Brunella Gaudio of Italian Day said waste management costs doubled this alone.  The society estimates the festival will cost about $50,000 over their budget this year. Car Free Day has found security cost increases to be the most pressing expenditure.

I’m sure the city could go a long way to assisting with both these expenditures, or at least explain why the costs have escalated so far above wage increases for the workers involved, for example.


COPE Candidates On the Drive Saturday!

May 25, 2018

COPE hopefuls for nominations in this fall’s municipal election will be front and centre at a meet-and-greet tomorrow, Saturday 26th May, at The Drive Coffee Bar, 1670 Commercial, between 1pm and 5pm.


Come along and meet some really committed folks who are looking to make our city a better place.

Whose Community Is It?

May 14, 2018

As an architectural and social artifact I have no real issue with high-rise towers.

When I moved to Vancouver in 1979, I lived first at what was then the Plaza Hotel at the northern end of Lions Gate Bridge. I worked as a freelancer and so needed a corporation to invoice my services. My first company was called Twenty-Third Floor Productions, which accurately reflected the position of my apartment. I loved it up there. When North Vancouver became inconvenient for me commuting without a car, I moved to the West End and happily lived amid (though not in) the towering glass and concrete erections.  No, I have no issue with high-rise towers.

In fact, I have often said that if the residents genuinely approved 15-storey towers on every block on Commercial Drive, I would have no problem with that. I would definitely move because that’s not the Drive I want; but the point is that I will always support the right of the neighbourhood to make that decision.

From a planning point of view, I am deeply concerned in particular by the Boffo Tower proposal on Commercial Drive because of what the success of the developer against the expressed wish of thousands of local residents would mean for any concept of genuine neighbourhood control in the future.

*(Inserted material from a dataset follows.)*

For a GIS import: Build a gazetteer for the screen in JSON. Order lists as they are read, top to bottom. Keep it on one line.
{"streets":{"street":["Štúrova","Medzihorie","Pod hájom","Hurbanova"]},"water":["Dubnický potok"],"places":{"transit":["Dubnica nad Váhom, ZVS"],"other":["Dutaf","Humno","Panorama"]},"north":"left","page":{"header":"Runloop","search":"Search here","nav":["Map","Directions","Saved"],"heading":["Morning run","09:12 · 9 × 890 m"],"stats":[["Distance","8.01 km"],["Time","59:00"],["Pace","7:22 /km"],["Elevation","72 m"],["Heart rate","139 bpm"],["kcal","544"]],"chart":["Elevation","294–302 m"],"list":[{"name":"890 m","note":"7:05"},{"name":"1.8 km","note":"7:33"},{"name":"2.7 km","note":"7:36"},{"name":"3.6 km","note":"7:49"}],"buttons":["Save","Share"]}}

It matters not whether we are talking about towers or townhouses or row houses or supported housing or a new transportation option or a change in the use of roads; the issue always comes down to where the power of approval lies.  Right now, the disproportionately asymmetrical power equation of developers + money + a developer-friendly City Council and Planning Department versus ad hoc volunteer groups trying to protect the right of the communities to choose means that the ability of Vancouver’s neighbourhoods to control their own affairs, in matters of zoning and streetscapes, business and housing, is slipping away at a fast and increasing rate.

It is vital that we re-establish the rights of the electorate by pushing powers down to the lowest, most local level.  In terms of municipal policy this means making “city-wide” policies subject to local opt-in or opt-out.  Today, this would mean that the Interim Zoning policies enacted after the Mayor’s Task Force on Affordable Housing, land use policies under Transportation 2040, and the city-wide plan currently being devised by the Vancouver City Planning Commission would all be controlled and enacted — or not — by each neighbourhood in Vancouver.

This also means that regional groupings, such as the unelected Metro Vancouver, need to become operational liaisons only with no executive powers concerning local development, and certainly no authority to over-ride neighbourhood decisions through Regional Context Statements and similar.  If necessary, the City of Vancouver should be prepared to withdraw from Metro in order to ensure this level of local control.

And we must oblige the Province to amend the Vancouver Charter so that we, the residents of Vancouver, have full control over the style of council we have, the financial terms under which elections are fought, whether or not we become members of larger groups such as Metro and Translink, and all the powers needed to ensure that we can at least address the pressing crises of unaffordable housing, homelessness, and the low salaries paid to Vancouver employees compared to other large cities in Canada.

In a Twitter exchange with me some while ago, major Vision supporter and developers’ mouthpiece Bob Ransford called “parochial decisions” and “endless debate” a problem.  No, it’s not a problem.  After so many decades of top-down control and crony management, parochial decision-making after legitimate local debate is exactly what we DO want, what this City needs.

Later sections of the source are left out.